March 20, 2018 League Continues to Advocate for Project
Submitted by: Annick Miller Rivera | Senior Policy Advisor, Water Strategies, LLC
In advance of the President’s budget, the Columbia Basin Development League (League) staff sent a letter to Secretary Zinke (copying Comm’r. Brenda Burman; Rep. Dan Newhouse; Sen. Patty Murray; and Sen. Maria Cantwell) in late January, advocating for the Columbia Basin Project (Project) to be included in the federal infrastructure package.
As the infrastructure debate heats up in DC, the League continues to advocate for the Project and its current phase of development, the Odessa Ground Water Replacement Program (OGWRP).
The League has participated in dozens of meetings with Reclamation and the Washington State Delegation on the importance of the Columbia Basin Project and completing OGWRP. OGWRP is an excellent example of an innovative and transformative project that will not only help our farmers, but also the environment and rural communities. Without surface water from the Project, the economic future of the Odessa subarea is in jeopardy. Depletion of the Odessa groundwater aquifer would dry up 100,000 acres of irrigated farmland causing significant loss of income and jobs and threaten the drinking water supplies for nearly 200,000 people.
Throughout this process, Washington State and local stakeholders have been contributing towards the implementation of OGWRP. In fact, the State has invested over $75 million. However, as a federal project the Bureau of Reclamation needs to be an active partner. While the League continues to advocate for federal funding – recently sending letters to the Washington State Delegation supporting funding for OGWRP in FY2019 – we have also been looking for creative solutions to address the cost of OGWRP.
Included in these solutions is the 960-acre Class 1 equivalency limit in the Reclamation Reform Act (RRA) of 1982 (PL 97-293). Within the boundary of the OGWRP area, most of the family farms are larger than 960 acres. Since the cost of replacing their deep well water with Project surface water will be significantly more than the cost of ground water (or even surface water in other parts of the Project), these farms will need to continue to farm more than 960 acres for OGWRP to become affordable enough to be successfully implemented.

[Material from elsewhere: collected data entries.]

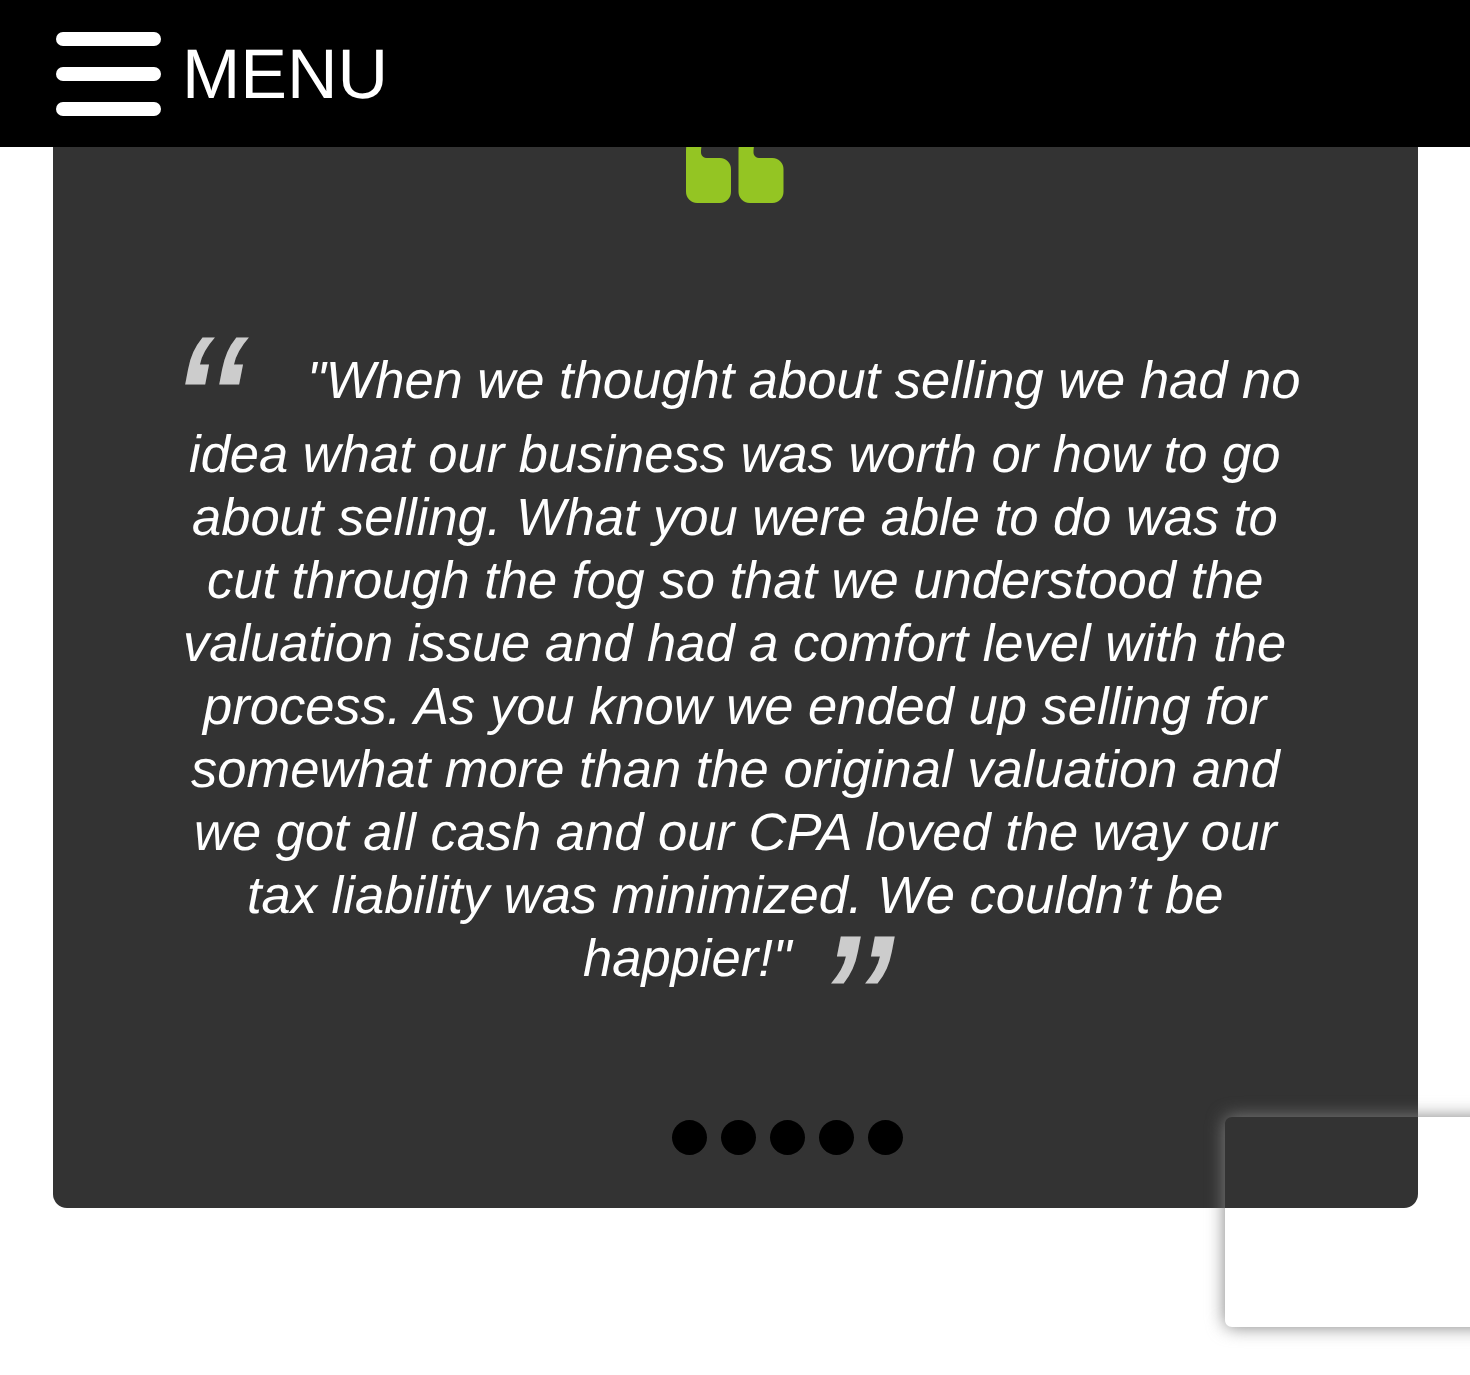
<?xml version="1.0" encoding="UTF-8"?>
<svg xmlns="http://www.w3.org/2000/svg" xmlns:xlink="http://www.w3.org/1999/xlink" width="1470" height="1375">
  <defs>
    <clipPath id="clip1"><path d="M 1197 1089 h 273 v 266 h -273 z m 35 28 h 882 c 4 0 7 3 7 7 v 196 c 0 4 -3 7 -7 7 h -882 c -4 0 -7 -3 -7 -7 v -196 c 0 -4 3 -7 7 -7 z" clip-rule="evenodd" /></clipPath>
  </defs>
  <rect width="100%" height="100%" fill="#ffffff" />
  <rect x="53" y="-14" width="1365" height="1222" rx="14" fill="#333333" />
  <rect width="1470" height="147" fill="#000000" />
  <rect x="56" y="32" width="105" height="14" rx="7" fill="#ffffff" />
  <rect x="56" y="67" width="105" height="14" rx="7" fill="#ffffff" />
  <rect x="56" y="102" width="105" height="14" rx="7" fill="#ffffff" />
  <image x="686" y="147" width="98" height="56" xlink:href="image1.png" />
  <path d="M 689.5 1120 c 9.5 0 17.5 8 17.5 17.5 c 0 9.5 -8 17.5 -17.5 17.5 c -9.5 0 -17.5 -8 -17.5 -17.5 c 0 -9.5 8 -17.5 17.5 -17.5 z" fill="#000000" />
  <path d="M 738.5 1120 c 9.5 0 17.5 8 17.5 17.5 c 0 9.5 -8 17.5 -17.5 17.5 c -9.5 0 -17.5 -8 -17.5 -17.5 c 0 -9.5 8 -17.5 17.5 -17.5 z" fill="#000000" />
  <path d="M 787.5 1120 c 9.5 0 17.5 8 17.5 17.5 c 0 9.5 -8 17.5 -17.5 17.5 c -9.5 0 -17.5 -8 -17.5 -17.5 c 0 -9.5 8 -17.5 17.5 -17.5 z" fill="#000000" />
  <path d="M 836.5 1120 c 9.5 0 17.5 8 17.5 17.5 c 0 9.5 -8 17.5 -17.5 17.5 c -9.5 0 -17.5 -8 -17.5 -17.5 c 0 -9.5 8 -17.5 17.5 -17.5 z" fill="#000000" />
  <path d="M 885.5 1120 c 9.5 0 17.5 8 17.5 17.5 c 0 9.5 -8 17.5 -17.5 17.5 c -9.5 0 -17.5 -8 -17.5 -17.5 c 0 -9.5 8 -17.5 17.5 -17.5 z" fill="#000000" />
  <g clip-path="url(#clip1)">
    <rect x="1225" y="1117" width="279" height="210" rx="7" fill="#808080" filter="blur(9px)" />
  </g>
  <text x="182" y="98" style="font-family: Liberation Sans; font-size: 70px; fill: #ffffff">MENU</text>
  <text x="170" y="482" style="font-family: Liberation Sans; font-size: 210px; font-style: italic; fill: #cccccc">“</text>
  <text x="307" y="398" style="font-family: Liberation Sans; font-size: 52.5px; font-style: italic; fill: #ffffff">"When we thought about selling we had no</text>
  <text x="189" y="472" style="font-family: Liberation Sans; font-size: 52.5px; font-style: italic; fill: #ffffff">idea what our business was worth or how to go</text>
  <text x="192" y="535" style="font-family: Liberation Sans; font-size: 52.5px; font-style: italic; fill: #ffffff">about selling. What you were able to do was to</text>
  <text x="207" y="598" style="font-family: Liberation Sans; font-size: 52.5px; font-style: italic; fill: #ffffff">cut through the fog so that we understood the</text>
  <text x="183" y="661" style="font-family: Liberation Sans; font-size: 52.5px; font-style: italic; fill: #ffffff">valuation issue and had a comfort level with the</text>
  <text x="203" y="724" style="font-family: Liberation Sans; font-size: 52.5px; font-style: italic; fill: #ffffff">process. As you know we ended up selling for</text>
  <text x="191" y="787" style="font-family: Liberation Sans; font-size: 52.5px; font-style: italic; fill: #ffffff">somewhat more than the original valuation and</text>
  <text x="194" y="850" style="font-family: Liberation Sans; font-size: 52.5px; font-style: italic; fill: #ffffff">we got all cash and our CPA loved the way our</text>
  <text x="247" y="913" style="font-family: Liberation Sans; font-size: 52.5px; font-style: italic; fill: #ffffff">tax liability was minimized. We couldn’t be</text>
  <text x="583" y="976" style="font-family: Liberation Sans; font-size: 52.5px; font-style: italic; fill: #ffffff">happier!"</text>
  <text x="817" y="1081" style="font-family: Liberation Sans; font-size: 210px; font-style: italic; fill: #cccccc">”</text>
</svg>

Water infrastructure is perhaps the most important, yet overlooked, form of infrastructure in our nation. An investment in water infrastructure is an investment in American farmers, our nation’s economy, its health, and its future. This cannot be more evident than in the Odessa Subarea. The Washington State Department of Ecology estimates failure to address the aquifer depletion will result in the loss of 3,600 jobs and $840 million annually in agricultural production.
OGWRP is a workable and functioning public-private partnership with both state and federal agencies involved. We believe that all alternatives, including funding and regulatory limitations, must be looked at in order to complete OGWRP.